**REQUIREMENT:**
Could you restate every entry word for word, minus the pictures?

Stored dataset items:
● ● ● ● ●

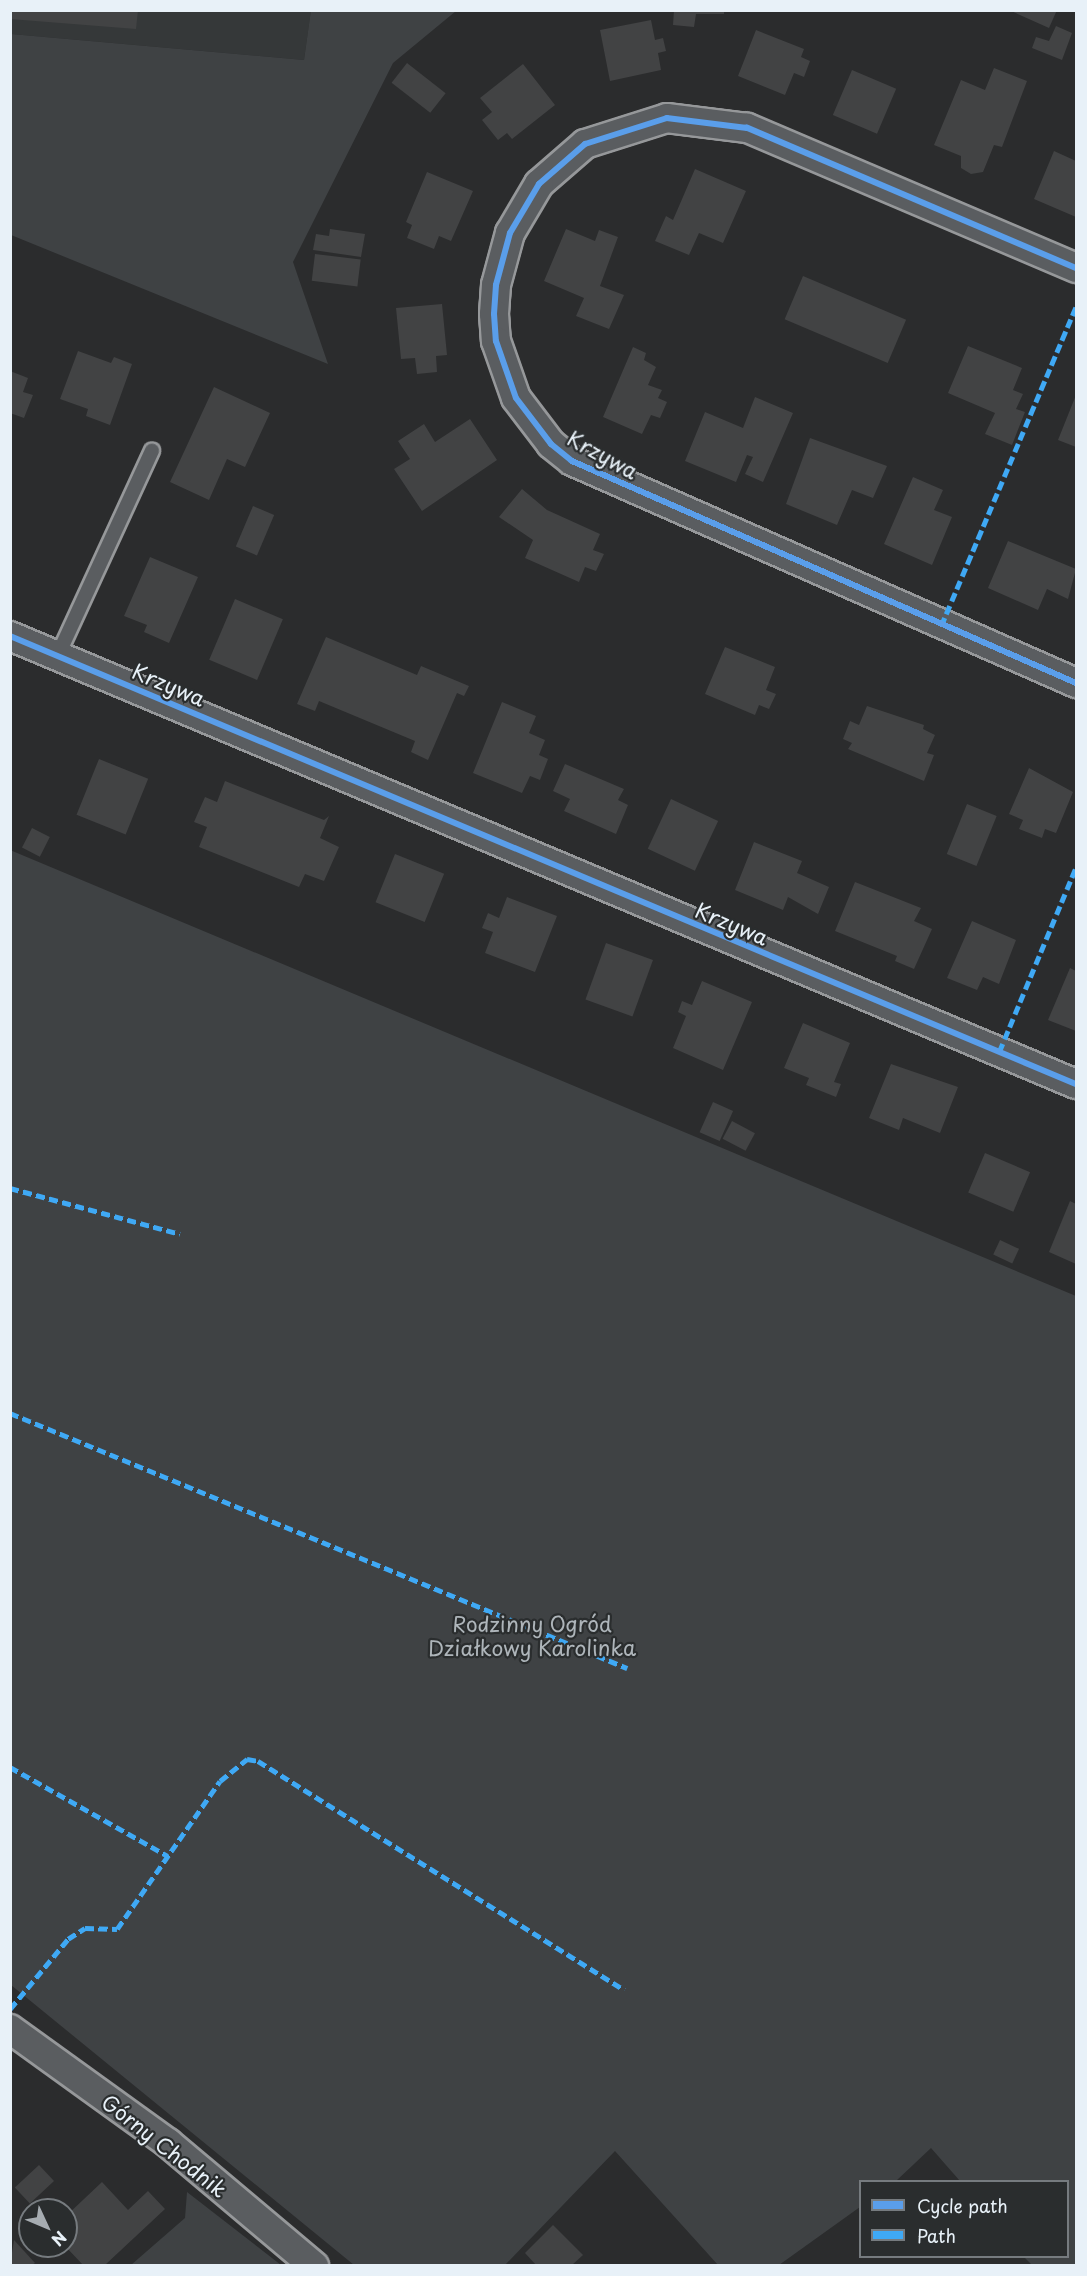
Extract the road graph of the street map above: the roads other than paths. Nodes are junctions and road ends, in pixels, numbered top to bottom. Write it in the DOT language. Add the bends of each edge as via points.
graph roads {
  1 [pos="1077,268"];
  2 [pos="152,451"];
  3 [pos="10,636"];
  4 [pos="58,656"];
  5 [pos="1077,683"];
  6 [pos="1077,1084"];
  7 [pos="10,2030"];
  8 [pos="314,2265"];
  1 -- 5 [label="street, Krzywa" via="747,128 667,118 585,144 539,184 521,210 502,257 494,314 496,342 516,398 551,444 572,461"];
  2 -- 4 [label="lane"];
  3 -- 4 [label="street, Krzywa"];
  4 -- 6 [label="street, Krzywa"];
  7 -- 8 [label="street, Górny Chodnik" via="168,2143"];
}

● ● ● ● ●

**WRITTEN SOLUTION:**
Extract the road graph of the street map above: the roads other than paths. Nodes are junctions and road ends, in pixels, numbered top to bottom. Write it in the DOT language. Add the bends of each edge as via points.
graph roads {
  1 [pos="1077,268"];
  2 [pos="152,451"];
  3 [pos="10,636"];
  4 [pos="58,656"];
  5 [pos="1077,683"];
  6 [pos="1077,1084"];
  7 [pos="10,2030"];
  8 [pos="314,2265"];
  1 -- 5 [label="street, Krzywa" via="747,128 667,118 585,144 539,184 521,210 502,257 494,314 496,342 516,398 551,444 572,461"];
  2 -- 4 [label="lane"];
  3 -- 4 [label="street, Krzywa"];
  4 -- 6 [label="street, Krzywa"];
  7 -- 8 [label="street, Górny Chodnik" via="168,2143"];
}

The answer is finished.